- [Dataset entries]
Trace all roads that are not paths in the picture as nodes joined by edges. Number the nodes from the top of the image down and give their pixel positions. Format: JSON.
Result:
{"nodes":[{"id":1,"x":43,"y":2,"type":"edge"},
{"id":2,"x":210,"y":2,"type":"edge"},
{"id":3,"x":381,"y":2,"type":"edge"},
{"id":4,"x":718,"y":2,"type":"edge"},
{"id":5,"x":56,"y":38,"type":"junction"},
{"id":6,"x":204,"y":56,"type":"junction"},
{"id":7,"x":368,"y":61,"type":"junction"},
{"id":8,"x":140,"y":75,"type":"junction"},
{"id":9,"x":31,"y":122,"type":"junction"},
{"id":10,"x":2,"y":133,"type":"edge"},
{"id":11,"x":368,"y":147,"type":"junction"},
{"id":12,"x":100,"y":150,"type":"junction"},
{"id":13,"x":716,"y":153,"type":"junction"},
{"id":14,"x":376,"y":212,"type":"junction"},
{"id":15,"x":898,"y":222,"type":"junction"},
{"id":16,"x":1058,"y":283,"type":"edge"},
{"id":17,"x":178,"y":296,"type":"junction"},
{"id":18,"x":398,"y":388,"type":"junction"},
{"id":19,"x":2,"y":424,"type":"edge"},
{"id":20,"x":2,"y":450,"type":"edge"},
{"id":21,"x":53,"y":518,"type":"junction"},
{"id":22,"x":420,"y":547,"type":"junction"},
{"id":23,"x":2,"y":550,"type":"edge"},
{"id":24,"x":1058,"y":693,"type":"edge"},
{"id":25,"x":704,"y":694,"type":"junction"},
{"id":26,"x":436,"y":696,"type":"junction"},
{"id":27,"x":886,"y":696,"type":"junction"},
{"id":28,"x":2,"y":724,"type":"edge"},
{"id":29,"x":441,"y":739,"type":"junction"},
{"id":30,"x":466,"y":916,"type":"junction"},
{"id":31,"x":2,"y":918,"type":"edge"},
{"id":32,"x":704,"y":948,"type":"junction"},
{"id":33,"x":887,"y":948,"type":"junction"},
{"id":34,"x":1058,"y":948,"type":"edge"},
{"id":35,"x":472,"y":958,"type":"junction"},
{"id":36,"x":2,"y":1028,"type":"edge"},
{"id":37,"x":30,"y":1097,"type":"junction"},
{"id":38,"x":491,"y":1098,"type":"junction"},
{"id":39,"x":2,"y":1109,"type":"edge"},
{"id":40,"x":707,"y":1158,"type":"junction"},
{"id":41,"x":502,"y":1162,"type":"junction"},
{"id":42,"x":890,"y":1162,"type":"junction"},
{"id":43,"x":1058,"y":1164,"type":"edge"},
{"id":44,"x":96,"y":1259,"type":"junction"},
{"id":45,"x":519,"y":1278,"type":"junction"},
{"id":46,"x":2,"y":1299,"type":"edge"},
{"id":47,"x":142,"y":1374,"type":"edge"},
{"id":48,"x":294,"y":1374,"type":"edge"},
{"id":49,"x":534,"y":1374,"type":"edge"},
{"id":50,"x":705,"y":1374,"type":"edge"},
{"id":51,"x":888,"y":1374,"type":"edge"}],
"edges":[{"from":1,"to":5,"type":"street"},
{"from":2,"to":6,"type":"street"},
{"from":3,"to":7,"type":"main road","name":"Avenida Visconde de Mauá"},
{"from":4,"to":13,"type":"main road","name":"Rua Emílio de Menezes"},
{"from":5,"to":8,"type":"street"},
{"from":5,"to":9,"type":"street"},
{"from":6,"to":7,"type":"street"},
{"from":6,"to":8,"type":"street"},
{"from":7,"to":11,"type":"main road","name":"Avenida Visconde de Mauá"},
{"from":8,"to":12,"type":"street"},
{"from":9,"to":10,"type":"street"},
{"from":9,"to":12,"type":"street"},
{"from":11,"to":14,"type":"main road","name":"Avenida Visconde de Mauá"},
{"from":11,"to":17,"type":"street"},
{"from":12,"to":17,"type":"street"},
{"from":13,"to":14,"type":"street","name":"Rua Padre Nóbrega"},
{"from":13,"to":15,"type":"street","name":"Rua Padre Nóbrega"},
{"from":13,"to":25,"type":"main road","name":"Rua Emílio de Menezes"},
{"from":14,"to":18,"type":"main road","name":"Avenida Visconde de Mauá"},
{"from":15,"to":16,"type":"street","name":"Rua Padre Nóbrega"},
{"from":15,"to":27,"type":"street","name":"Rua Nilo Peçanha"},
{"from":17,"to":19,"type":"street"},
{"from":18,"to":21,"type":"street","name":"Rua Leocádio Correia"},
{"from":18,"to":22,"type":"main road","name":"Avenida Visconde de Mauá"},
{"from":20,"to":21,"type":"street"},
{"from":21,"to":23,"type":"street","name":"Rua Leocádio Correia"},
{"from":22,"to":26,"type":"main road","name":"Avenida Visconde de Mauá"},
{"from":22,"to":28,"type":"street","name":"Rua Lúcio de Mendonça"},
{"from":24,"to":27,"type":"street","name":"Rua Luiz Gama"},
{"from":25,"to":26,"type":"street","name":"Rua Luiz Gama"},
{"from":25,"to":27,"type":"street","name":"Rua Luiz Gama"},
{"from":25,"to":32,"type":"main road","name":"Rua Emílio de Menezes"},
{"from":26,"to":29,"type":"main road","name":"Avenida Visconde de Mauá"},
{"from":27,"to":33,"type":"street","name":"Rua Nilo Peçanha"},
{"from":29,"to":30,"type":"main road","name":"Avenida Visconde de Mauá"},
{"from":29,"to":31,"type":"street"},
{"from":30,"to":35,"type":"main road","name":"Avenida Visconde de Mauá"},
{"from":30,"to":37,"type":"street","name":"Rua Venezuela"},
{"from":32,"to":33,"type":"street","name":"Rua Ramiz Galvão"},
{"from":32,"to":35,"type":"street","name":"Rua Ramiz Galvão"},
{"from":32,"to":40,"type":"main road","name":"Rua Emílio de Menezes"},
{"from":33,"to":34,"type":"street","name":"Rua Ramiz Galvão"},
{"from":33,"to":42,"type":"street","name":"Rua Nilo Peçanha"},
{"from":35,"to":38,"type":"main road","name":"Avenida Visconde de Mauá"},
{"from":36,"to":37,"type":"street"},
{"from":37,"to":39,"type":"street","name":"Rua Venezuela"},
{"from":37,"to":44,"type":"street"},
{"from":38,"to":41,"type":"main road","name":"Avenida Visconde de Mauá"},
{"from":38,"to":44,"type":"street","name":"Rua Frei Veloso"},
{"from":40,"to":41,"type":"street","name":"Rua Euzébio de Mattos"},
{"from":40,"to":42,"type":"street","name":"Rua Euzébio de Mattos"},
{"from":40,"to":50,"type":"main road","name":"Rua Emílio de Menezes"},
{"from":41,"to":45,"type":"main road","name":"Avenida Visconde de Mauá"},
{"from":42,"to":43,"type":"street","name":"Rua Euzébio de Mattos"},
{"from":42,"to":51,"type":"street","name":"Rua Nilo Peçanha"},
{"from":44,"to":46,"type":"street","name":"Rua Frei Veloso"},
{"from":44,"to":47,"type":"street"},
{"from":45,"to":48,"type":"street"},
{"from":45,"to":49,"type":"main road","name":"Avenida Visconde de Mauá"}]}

...

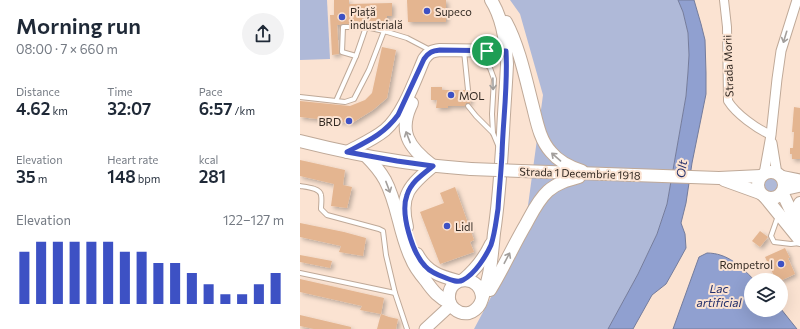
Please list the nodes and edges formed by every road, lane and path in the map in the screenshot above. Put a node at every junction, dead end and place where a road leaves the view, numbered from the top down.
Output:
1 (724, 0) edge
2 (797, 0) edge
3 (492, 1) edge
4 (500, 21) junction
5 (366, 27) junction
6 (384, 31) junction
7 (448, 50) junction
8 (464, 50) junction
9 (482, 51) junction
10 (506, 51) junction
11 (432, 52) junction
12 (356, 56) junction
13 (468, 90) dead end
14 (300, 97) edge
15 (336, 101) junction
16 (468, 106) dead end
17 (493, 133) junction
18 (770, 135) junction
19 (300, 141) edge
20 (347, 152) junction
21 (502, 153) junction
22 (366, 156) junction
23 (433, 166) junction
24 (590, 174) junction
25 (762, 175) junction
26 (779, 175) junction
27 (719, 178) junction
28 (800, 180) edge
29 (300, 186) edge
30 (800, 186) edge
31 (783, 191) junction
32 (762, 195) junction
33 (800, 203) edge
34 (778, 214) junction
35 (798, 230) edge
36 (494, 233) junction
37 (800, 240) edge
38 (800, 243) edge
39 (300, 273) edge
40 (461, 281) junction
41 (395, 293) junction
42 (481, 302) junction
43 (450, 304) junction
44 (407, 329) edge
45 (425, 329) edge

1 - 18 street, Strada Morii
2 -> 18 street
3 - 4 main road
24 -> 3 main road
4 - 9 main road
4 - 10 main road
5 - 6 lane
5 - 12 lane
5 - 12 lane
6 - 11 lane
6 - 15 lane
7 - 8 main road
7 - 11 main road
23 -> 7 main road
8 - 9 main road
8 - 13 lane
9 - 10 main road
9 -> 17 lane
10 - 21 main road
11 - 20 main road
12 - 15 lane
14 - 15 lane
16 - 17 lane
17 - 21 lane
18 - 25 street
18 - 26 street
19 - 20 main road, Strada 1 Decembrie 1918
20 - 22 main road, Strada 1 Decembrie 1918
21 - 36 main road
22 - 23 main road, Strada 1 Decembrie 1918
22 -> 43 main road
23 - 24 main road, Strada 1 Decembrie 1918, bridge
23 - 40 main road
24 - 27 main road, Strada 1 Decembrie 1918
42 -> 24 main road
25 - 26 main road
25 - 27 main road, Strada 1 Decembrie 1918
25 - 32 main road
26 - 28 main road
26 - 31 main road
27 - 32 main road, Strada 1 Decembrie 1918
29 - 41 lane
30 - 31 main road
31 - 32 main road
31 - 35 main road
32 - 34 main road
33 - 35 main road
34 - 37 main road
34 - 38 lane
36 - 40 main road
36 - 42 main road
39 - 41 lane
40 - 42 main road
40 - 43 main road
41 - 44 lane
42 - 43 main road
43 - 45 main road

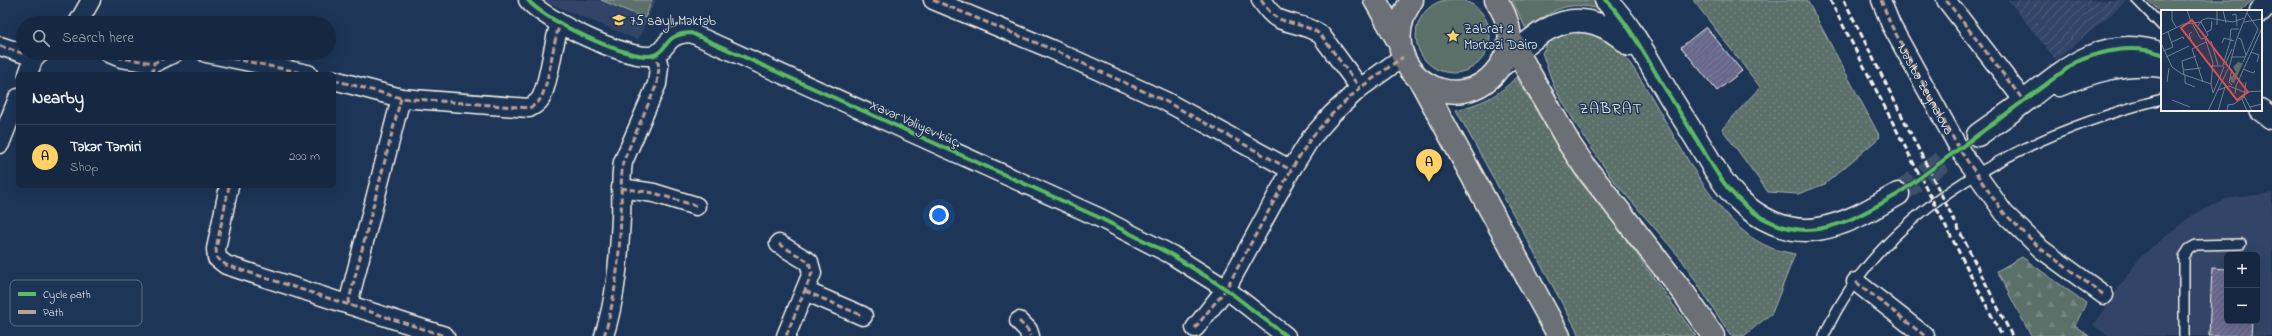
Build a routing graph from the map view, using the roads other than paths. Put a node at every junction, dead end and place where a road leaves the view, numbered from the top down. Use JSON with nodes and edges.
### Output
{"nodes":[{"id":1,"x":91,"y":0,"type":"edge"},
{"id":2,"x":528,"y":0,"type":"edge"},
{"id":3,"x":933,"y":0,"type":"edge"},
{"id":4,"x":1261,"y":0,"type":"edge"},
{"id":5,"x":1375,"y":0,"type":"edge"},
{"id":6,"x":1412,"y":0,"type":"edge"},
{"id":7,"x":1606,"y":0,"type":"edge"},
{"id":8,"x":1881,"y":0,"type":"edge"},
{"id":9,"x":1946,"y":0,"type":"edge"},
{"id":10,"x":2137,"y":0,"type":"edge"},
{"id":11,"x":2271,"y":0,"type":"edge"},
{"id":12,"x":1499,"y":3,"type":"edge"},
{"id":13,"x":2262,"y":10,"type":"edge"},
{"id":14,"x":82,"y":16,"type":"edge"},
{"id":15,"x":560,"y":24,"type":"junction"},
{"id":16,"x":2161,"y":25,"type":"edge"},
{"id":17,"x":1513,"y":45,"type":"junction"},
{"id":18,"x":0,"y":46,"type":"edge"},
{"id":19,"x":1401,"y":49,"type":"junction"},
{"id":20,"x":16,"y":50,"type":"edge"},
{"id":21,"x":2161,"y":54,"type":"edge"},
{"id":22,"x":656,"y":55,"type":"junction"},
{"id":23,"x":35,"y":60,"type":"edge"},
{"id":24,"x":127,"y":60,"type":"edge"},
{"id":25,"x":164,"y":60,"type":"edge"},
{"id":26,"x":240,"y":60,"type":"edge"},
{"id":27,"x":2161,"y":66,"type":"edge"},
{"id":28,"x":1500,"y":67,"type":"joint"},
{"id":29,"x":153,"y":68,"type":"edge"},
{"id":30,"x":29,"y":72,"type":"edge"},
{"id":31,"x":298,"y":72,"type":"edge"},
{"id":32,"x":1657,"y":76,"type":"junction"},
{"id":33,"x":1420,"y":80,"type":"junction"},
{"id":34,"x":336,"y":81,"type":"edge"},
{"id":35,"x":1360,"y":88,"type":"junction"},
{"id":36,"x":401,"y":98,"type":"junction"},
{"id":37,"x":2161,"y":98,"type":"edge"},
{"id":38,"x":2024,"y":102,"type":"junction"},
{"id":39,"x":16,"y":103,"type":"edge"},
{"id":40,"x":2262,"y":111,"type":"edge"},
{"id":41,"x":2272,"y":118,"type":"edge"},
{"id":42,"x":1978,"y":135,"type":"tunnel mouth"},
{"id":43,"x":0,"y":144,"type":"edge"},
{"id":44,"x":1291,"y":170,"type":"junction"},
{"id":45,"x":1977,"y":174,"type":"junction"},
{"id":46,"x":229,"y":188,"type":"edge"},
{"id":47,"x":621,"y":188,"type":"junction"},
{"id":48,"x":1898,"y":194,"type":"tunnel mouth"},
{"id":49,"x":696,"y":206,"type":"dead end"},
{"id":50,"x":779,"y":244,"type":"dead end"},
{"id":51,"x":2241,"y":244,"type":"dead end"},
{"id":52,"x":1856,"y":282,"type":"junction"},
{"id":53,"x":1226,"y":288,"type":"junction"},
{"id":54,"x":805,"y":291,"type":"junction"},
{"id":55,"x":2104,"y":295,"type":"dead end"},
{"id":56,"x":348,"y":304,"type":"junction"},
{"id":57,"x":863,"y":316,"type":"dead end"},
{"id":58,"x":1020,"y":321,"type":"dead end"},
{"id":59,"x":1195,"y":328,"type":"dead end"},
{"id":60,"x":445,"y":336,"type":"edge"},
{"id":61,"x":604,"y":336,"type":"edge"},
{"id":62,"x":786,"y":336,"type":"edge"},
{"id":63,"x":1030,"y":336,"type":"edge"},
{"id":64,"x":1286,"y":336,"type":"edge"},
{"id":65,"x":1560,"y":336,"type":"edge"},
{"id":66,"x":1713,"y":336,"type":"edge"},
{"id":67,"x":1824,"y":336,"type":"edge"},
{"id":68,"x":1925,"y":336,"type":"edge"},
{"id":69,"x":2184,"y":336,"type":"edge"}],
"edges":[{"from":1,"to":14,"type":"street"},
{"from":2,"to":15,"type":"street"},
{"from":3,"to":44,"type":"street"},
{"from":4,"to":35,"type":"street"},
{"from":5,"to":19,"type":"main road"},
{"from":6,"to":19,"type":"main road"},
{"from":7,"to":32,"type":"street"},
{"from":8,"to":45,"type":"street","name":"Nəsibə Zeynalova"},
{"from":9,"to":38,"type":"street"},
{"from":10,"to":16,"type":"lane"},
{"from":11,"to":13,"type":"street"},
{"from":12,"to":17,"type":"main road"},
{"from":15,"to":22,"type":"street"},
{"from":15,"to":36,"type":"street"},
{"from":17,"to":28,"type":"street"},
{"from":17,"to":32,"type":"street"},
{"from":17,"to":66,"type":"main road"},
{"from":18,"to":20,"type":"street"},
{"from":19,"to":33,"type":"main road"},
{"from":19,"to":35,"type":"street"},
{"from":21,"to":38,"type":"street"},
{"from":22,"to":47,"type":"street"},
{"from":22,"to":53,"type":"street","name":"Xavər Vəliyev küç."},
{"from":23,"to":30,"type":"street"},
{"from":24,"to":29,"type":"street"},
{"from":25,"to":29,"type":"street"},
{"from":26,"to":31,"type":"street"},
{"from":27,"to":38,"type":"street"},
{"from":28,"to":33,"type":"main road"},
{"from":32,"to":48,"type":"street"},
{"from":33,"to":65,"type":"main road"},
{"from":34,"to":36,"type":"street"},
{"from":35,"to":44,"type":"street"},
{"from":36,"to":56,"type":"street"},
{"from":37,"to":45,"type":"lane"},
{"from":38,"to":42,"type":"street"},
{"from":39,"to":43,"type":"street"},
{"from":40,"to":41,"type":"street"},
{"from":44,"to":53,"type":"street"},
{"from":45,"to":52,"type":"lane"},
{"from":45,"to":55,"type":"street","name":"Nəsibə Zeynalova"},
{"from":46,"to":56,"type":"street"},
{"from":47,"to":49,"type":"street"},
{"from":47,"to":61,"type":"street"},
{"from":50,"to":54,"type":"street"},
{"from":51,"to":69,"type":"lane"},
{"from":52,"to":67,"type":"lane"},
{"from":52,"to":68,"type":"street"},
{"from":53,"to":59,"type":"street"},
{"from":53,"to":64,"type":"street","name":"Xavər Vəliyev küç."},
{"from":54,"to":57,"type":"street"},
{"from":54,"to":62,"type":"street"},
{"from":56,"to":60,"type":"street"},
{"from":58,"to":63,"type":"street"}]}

- [ASSIGNED TASK] Search the records for the word "dead". Copy each line where it appears.

- [SOLUTION BELOW]
Please list the nodes and edges formed by every road, lane and path in the map in the screenshot above. Put a node at every junction, dead end and place where a road leaves the view, numbered from the top down.
13 (468, 90) dead end
16 (468, 106) dead end
Build a routing graph from the map view, using the roads other than paths. Put a node at every junction, dead end and place where a road leaves the view, numbered from the top down. Use JSON with nodes and edges.
{"id":49,"x":696,"y":206,"type":"dead end"},
{"id":50,"x":779,"y":244,"type":"dead end"},
{"id":51,"x":2241,"y":244,"type":"dead end"},
{"id":55,"x":2104,"y":295,"type":"dead end"},
{"id":57,"x":863,"y":316,"type":"dead end"},
{"id":58,"x":1020,"y":321,"type":"dead end"},
{"id":59,"x":1195,"y":328,"type":"dead end"},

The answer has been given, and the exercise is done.